The basic problems, of course, are the natural monopolies and near-monopolies that came from networks. Given the amount of power you'll find in those companies given the surveillance society, I wish that antitrust law would actually come into existence again.

The be fair, there's nothing new here. Whether it was the day of Hearts newspapers or the big 2 1/2 TV networks, mass media outlets have always been political tools that are argued over.

There's a weird balance where just saying "hey we don't want to censor things" doesn't seem to make you seem very neutral when you're hosting something that is hateful towards others or just straight false information.
Apple doesn't host any podcasts in iTunes - it's just a directory. And you can still use iTunes or the iOS Podcasts app to subscribe to the podcast via it's RSS feed.
I guess I was thinking of "hosting" more generically. Feel free to substitute a better term, I'm operating on limited sleep ;)
This is an interestingly coordinated move. It seems a most like each of the platforms was waiting for one of the others to make the first move at wiping InfoWars off their platform entirely instead of just censoring specific episodes, and then the dominoes fall.

I’ve never listened to an InfoWars podcast, so I don’t know what I’m missing. But from what I gather Alex is an entertaining quack who is ultimately harmless except in the sense that his message is subversive to the “wrong” groups. We’ve come a bit further along the slope from banning Daily Stormer now haven’t we?

The more interesting contrast which I’ve been watching the last few days is between how NYT handled Quinn Norton’s firing for old tweets which actually used banned words in an positive context versus NYT claiming hundreds of racists tweets by Sarah Jeong amount to the same thing and now that’s a reason not to fire her.

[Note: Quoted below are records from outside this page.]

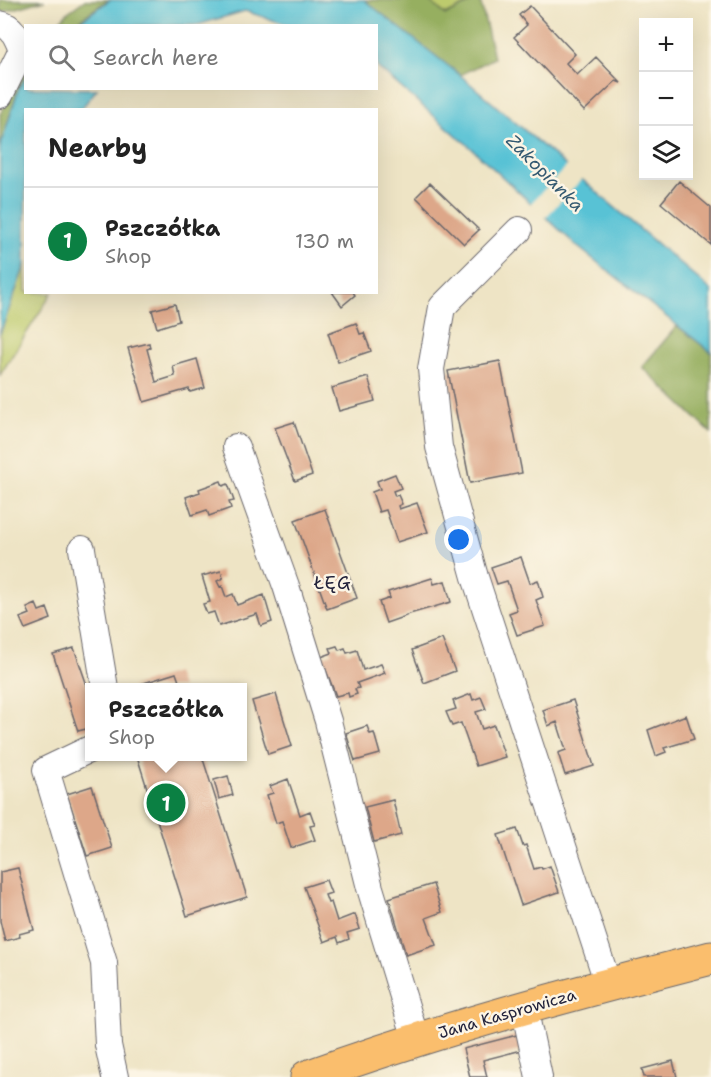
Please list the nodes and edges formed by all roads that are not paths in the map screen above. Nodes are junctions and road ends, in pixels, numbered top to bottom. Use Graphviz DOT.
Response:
graph roads {
  1 [pos="0,24"];
  2 [pos="0,95"];
  3 [pos="519,230"];
  4 [pos="236,447"];
  5 [pos="82,549"];
  6 [pos="104,683"];
  7 [pos="85,751"];
  8 [pos="711,959"];
  9 [pos="608,984"];
  10 [pos="524,1007"];
  11 [pos="416,1039"];
  12 [pos="115,1077"];
  13 [pos="307,1077"];
  14 [pos="539,1077"];
  1 -- 2 [label="street"];
  3 -- 9 [label="street"];
  4 -- 11 [label="street"];
  5 -- 6 [label="street"];
  7 -- 12 [label="street"];
  8 -- 9 [label="main road, Jana Kasprowicza"];
  9 -- 10 [label="main road, Jana Kasprowicza"];
  10 -- 11 [label="main road, Jana Kasprowicza"];
  10 -- 14 [label="street"];
  11 -- 13 [label="main road, Jana Kasprowicza"];
}
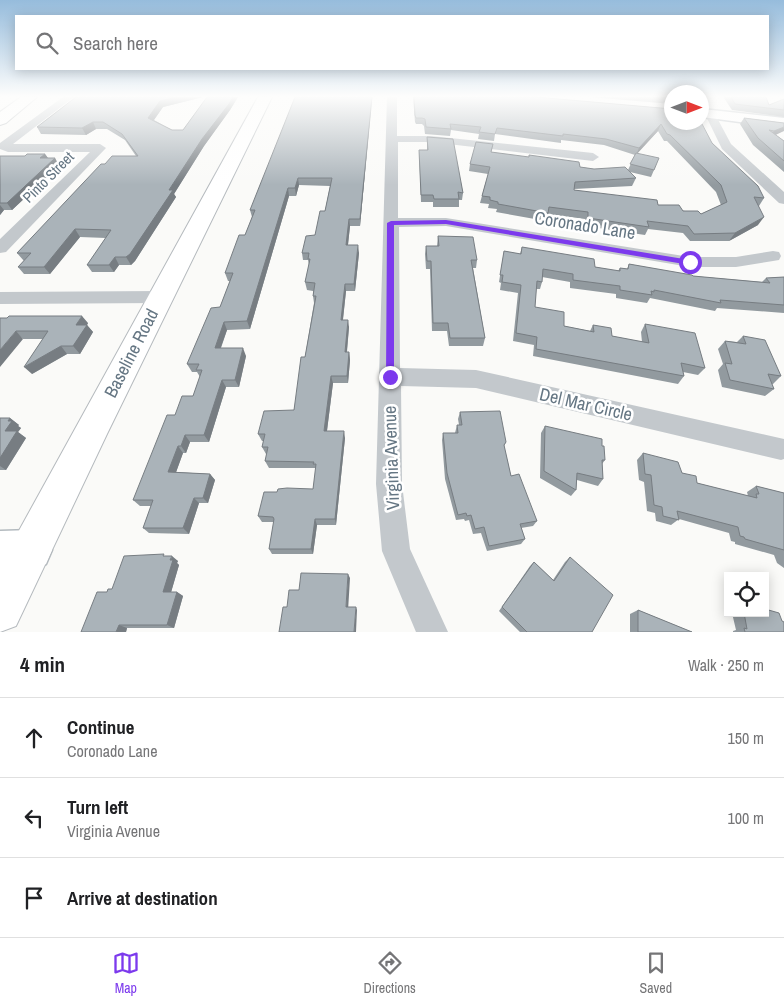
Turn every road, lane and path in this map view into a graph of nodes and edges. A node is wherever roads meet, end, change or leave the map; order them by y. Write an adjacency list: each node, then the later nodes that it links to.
1 (29, 126): 9 (street, Pinto Street)
2 (250, 126): 12 (main road, Baseline Road)
3 (391, 126): 5 (street, Virginia Avenue)
4 (714, 126): 7 (street)
5 (391, 138): 6 (street); 8 (street, Virginia Avenue)
6 (593, 157)
7 (784, 200)
8 (391, 223): 11 (street, Coronado Lane); 14 (street, Virginia Avenue)
9 (6, 236): 10 (street, Pinto Street)
10 (0, 248)
11 (780, 254)
12 (160, 297): 13 (street); 16 (main road, Baseline Road)
13 (0, 298)
14 (390, 377): 15 (street, Del Mar Circle); 18 (street, Virginia Avenue)
15 (781, 449)
16 (16, 550): 17 (main road, Baseline Road)
17 (1, 605)
18 (432, 632)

I don’t know anything at all about Jeong, other than some highly... erm... problematic old tweets. I knew a bit about Quinn and was very disappointed to see her fired for what I thought were highly misconstrued old tweets... but I think the contrast between how they were each handled really demonstrates how poorly companies tend to handle these matters, and specifically how much it matters which group is apparently being slighted.

And so it all just makes me wonder. When we selectively censor or fire people for specific views, when these views dont actually cross red lines into illegal speech (inciting to violence), how the decision really comes down to a political one. Companies are of course free to make political choices about who works for them or what content they host, but they’re only lying to themselves if they think it’s about morales or ethics.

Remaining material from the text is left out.